[This post is based largely on my 2013 article for Journal of Mathematical Psychology; see the other articles in that special issue as well for more critiques.]

When I tell people that my primary area of research is statistical methods, one of the reactions I often encounter from people untrained in statistics is that “you can prove anything with statistics.” Of course, this rankles, first because it isn’t true (unless you use a very strange definition of prove) and second because I’ve spent years learning the limitations of statistics, and there are many limitations. These limitations exist, however, in the context of enormous successes. In the sciences, the field of statistics rightly has a place of honor.

This success is evidenced by the great number of scientific arguments that are supported by statistical methods. Not all statistical arguments are created equal, of course. But the respect with which statistics is viewed has the unfortunate downside that a statistical argument can apparently turn a leaden hunch into a golden “truth”. This post is about such statistical alchemy.

## The gold: Justified substantive claims

One of the goals we all have as scientists is to make claims backed by solid evidence. This is harder than it seems. Ideally we would prefer that evidence be ironclad and assumptions unnecessary. In real-life cases, however, the strength of evidence does *not* provide certainty, and assumptions are needed. The key to good argument, then, is that all assumptions are made explicit, the chain of reasoning is clear and logical, and the resulting evidence is strong enough to garner agreement.
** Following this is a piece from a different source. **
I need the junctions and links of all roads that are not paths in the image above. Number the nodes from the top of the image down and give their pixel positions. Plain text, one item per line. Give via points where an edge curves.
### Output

Such cases we might call the “gold standard” for scientific arguments. We expect this sort of argument when someone makes a strong claim. This is the stuff that the scientific literature *should* be made of, for the most part. Among other things, the gold standard requires careful experimental design and execution, deliberate statistical analysis and avoidance of post hoc reasoning, and a willingness to explore the effects of unstated assumptions in one’s reasoning.

## The lead: Hunches

Hunches are a necessary part of science. Science is driven by a creative force that cannot (at this point) be quantified, and a sneaking suspicion that something is true is often the grounds on which we design experiments. Hunches are some of the most useful things in science, just as lead is an exceptionally useful metal. Like lead, hunches are terribly common. We all have many hunches, and often we don’t know where they come from.

What makes a hunch is that it doesn’t have solid grounds to back it up. Hunches often turn to dust upon closer examination: they may contradict other knowledge, they may be based on untenable assumptions, or the evidence for them may turn out to be much weak when we examine it. If a hunch survives a solid test, it is no longer a hunch; but so long we do not test them — or cannot test them — they remain hunches.
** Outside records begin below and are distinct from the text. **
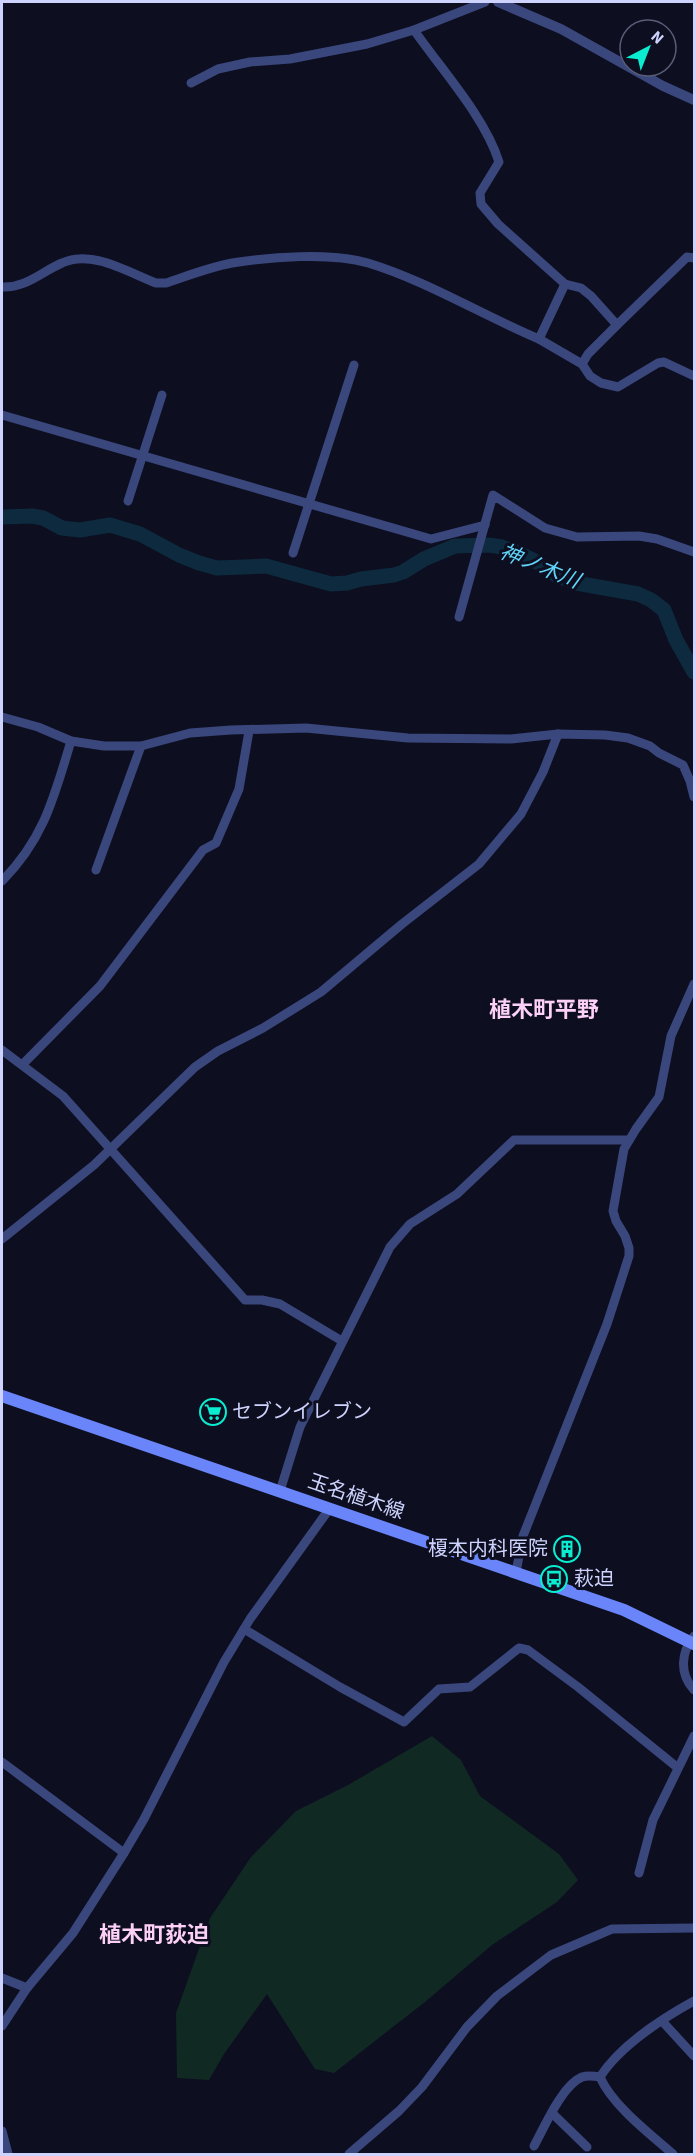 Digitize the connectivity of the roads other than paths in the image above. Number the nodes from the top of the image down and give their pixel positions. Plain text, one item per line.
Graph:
1 (485, 2) edge
2 (498, 2) edge
3 (414, 30) junction
4 (190, 83) dead end
5 (694, 99) edge
6 (694, 258) edge
7 (565, 284) junction
8 (2, 287) edge
9 (617, 325) junction
10 (539, 339) junction
11 (582, 364) junction
12 (354, 365) dead end
13 (694, 376) edge
14 (162, 395) dead end
15 (2, 415) edge
16 (142, 456) junction
17 (128, 501) dead end
18 (309, 505) junction
19 (485, 525) junction
20 (694, 552) edge
21 (293, 553) dead end
22 (459, 617) dead end
23 (2, 717) edge
24 (249, 731) junction
25 (558, 734) junction
26 (71, 741) junction
27 (141, 746) junction
28 (694, 797) edge
29 (96, 870) dead end
30 (2, 881) edge
31 (694, 984) edge
32 (2, 1050) edge
33 (23, 1064) junction
34 (629, 1140) junction
35 (110, 1150) junction
36 (2, 1239) edge
37 (342, 1341) junction
38 (2, 1396) edge
39 (280, 1491) junction
40 (330, 1508) junction
41 (516, 1572) junction
42 (244, 1629) junction
43 (693, 1640) edge
44 (694, 1690) edge
45 (694, 1736) edge
46 (2, 1762) edge
47 (678, 1768) junction
48 (124, 1853) junction
49 (639, 1873) dead end
50 (694, 1928) edge
51 (2, 1978) edge
52 (27, 1988) junction
53 (694, 2001) edge
54 (662, 2021) junction
55 (2, 2026) edge
56 (694, 2056) edge
57 (600, 2077) junction
58 (552, 2113) junction
59 (2, 2131) edge
60 (534, 2146) dead end
61 (587, 2147) dead end
62 (8, 2154) edge
63 (349, 2154) edge
64 (673, 2154) edge

1 - 3 street
2 - 5 street
3 - 4 street
3 - 7 street
6 - 9 street
7 - 9 street
7 - 10 street
8 - 10 street
9 - 11 street
10 - 11 street
11 - 13 street
12 - 18 street
14 - 16 street
15 - 16 street
16 - 17 street
16 - 18 street
18 - 19 street
18 - 21 street
19 - 20 street
19 - 22 street
23 - 26 street
24 - 25 street
24 - 27 street
24 - 33 street
25 - 28 street
25 - 35 street
26 - 27 street
26 - 30 street
27 - 29 street
31 - 34 street
32 - 33 street
33 - 35 street
34 - 37 street
34 - 41 street
35 - 36 street
35 - 37 street
37 - 39 street
38 - 39 main road, 玉名植木線
39 - 40 main road, 玉名植木線
40 - 41 main road, 玉名植木線
40 - 42 street
41 - 43 main road, 玉名植木線
42 - 47 street
42 - 48 street
43 - 44 street
45 - 47 street
46 - 48 street
47 - 49 street
48 - 52 street
50 - 63 street
51 - 52 street
52 - 55 street
53 - 54 street
54 - 56 street
54 - 57 street
57 - 58 street
57 - 64 street
58 - 60 street
58 - 61 street
59 - 62 street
## The alchemy of statistics

One of the most dangerous, but unfortunately common, ways in which statistics is used is to magically turn hunches into “truth”. The mother of all statistical alchemy is the Fisherian (p) value, by which hunches based on “low” (p) values are turned into statements about the implausibility of the null hypothesis. Although it seems reasonable, when the hunch on which (p) values rest is examined by either frequentists or Bayesians, it is found wanting.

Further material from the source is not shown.